What to do — Every line of the entries below that carries the string "links" should be copied.

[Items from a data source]
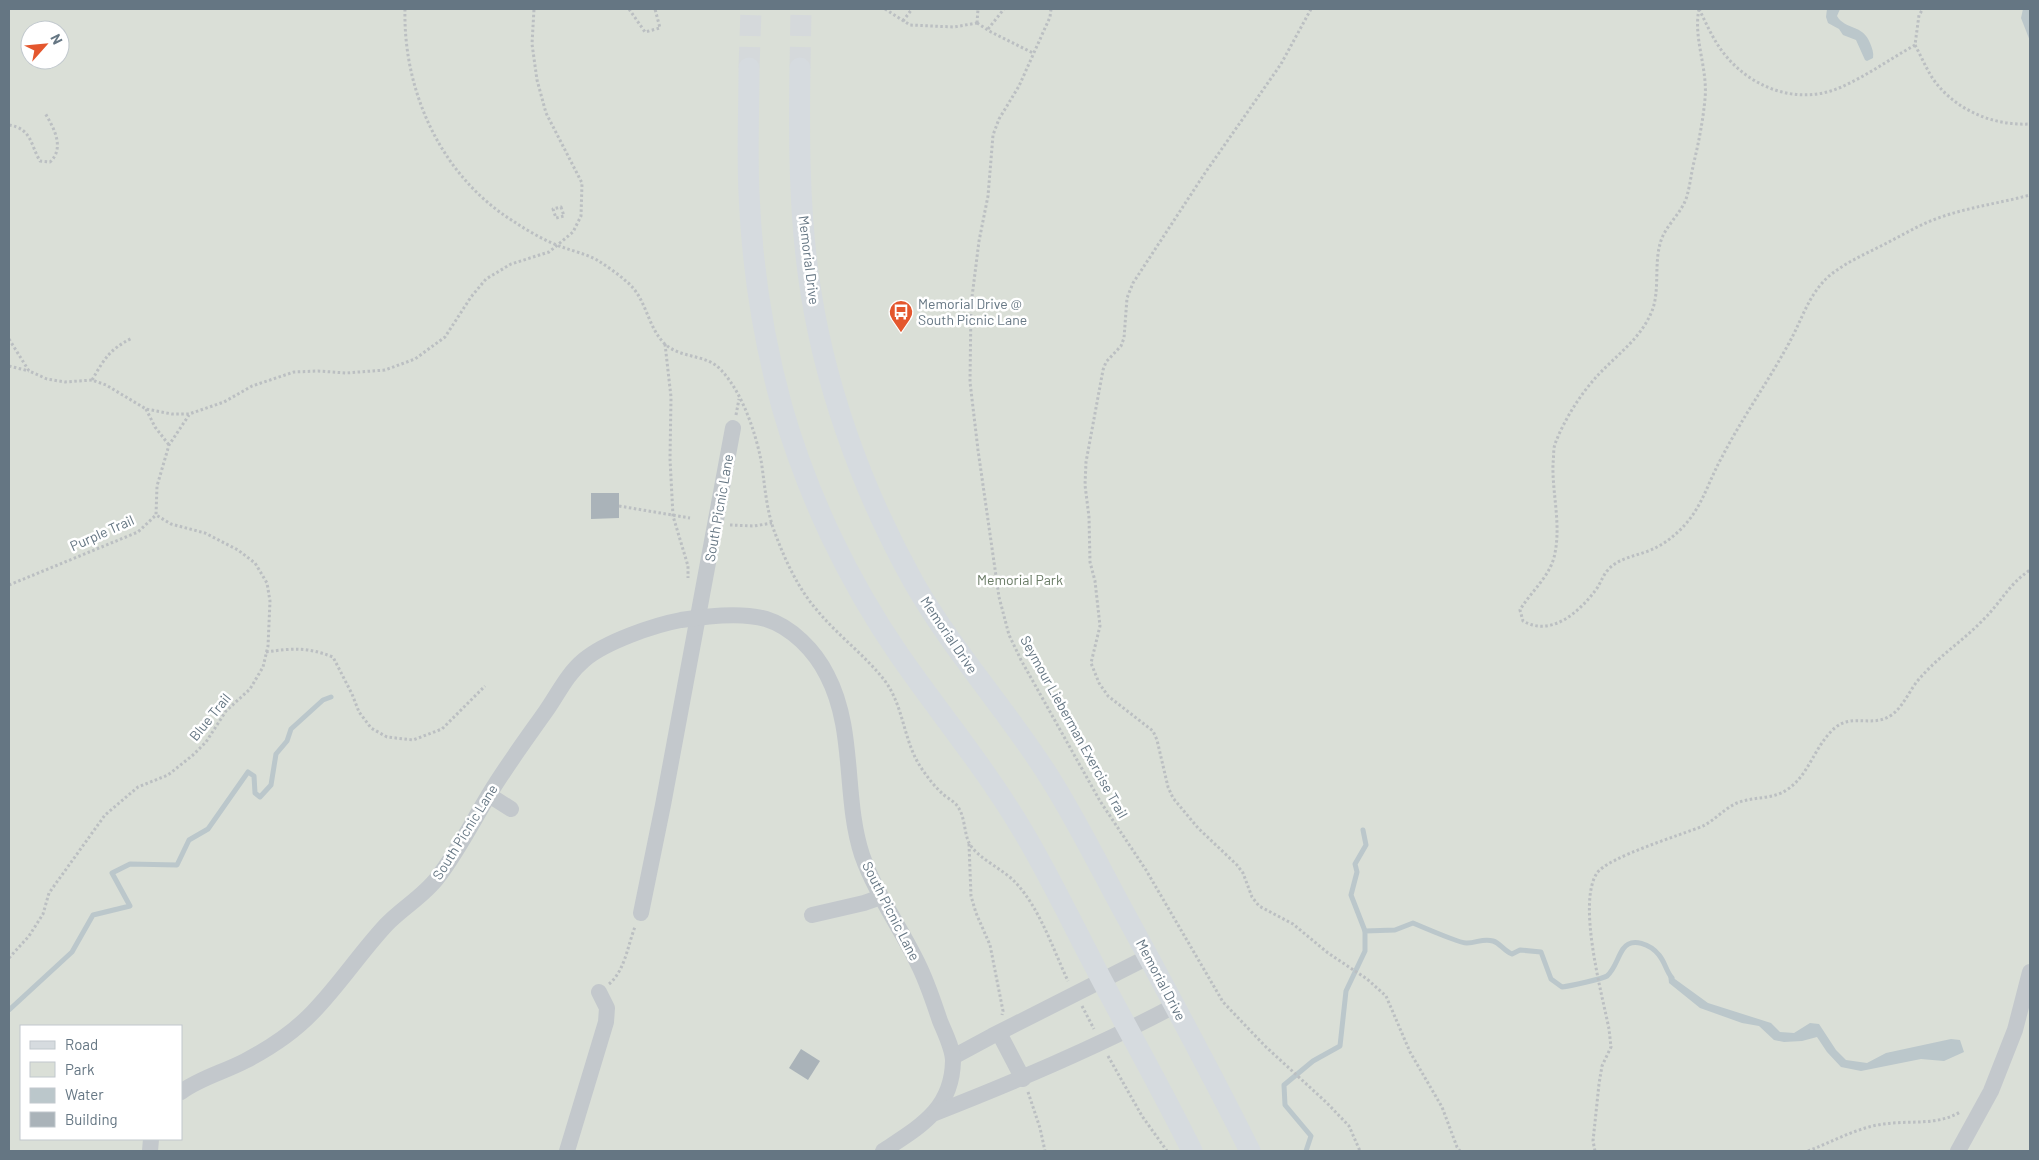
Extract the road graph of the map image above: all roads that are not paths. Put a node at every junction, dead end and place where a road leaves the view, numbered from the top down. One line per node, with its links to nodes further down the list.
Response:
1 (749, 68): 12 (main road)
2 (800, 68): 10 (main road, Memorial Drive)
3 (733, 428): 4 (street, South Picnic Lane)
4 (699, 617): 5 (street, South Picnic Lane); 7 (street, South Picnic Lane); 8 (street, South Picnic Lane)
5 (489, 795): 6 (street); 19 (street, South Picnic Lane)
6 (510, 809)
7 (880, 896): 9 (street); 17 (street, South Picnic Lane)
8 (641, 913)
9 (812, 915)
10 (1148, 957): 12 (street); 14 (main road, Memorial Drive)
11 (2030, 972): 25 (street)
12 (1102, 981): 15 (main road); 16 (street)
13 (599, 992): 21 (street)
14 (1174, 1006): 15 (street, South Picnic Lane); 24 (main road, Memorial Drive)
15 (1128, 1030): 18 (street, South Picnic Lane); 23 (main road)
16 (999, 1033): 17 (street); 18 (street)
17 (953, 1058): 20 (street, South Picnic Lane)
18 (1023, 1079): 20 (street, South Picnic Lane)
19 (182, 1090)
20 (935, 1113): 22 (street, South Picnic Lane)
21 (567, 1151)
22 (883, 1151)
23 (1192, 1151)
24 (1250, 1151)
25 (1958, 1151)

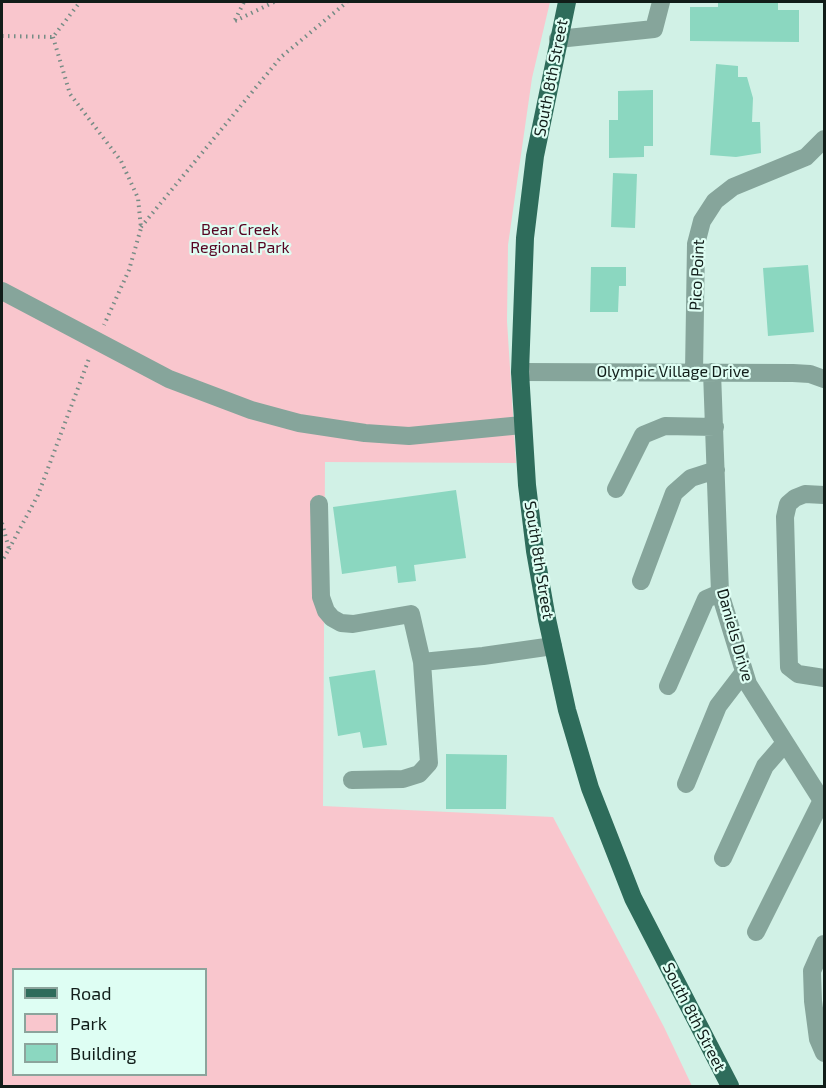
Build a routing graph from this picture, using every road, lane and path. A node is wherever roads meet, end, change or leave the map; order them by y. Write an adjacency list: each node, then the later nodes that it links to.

Solution for this task —
Extract the road graph of the map image above: all roads that are not paths. Put a node at every junction, dead end and place where a road leaves the view, numbered from the top down. One line per node, with its links to nodes further down the list.
Build a routing graph from this picture, using every road, lane and path. A node is wherever roads meet, end, change or leave the map; order them by y. Write an adjacency list: each node, then the later nodes that it links to.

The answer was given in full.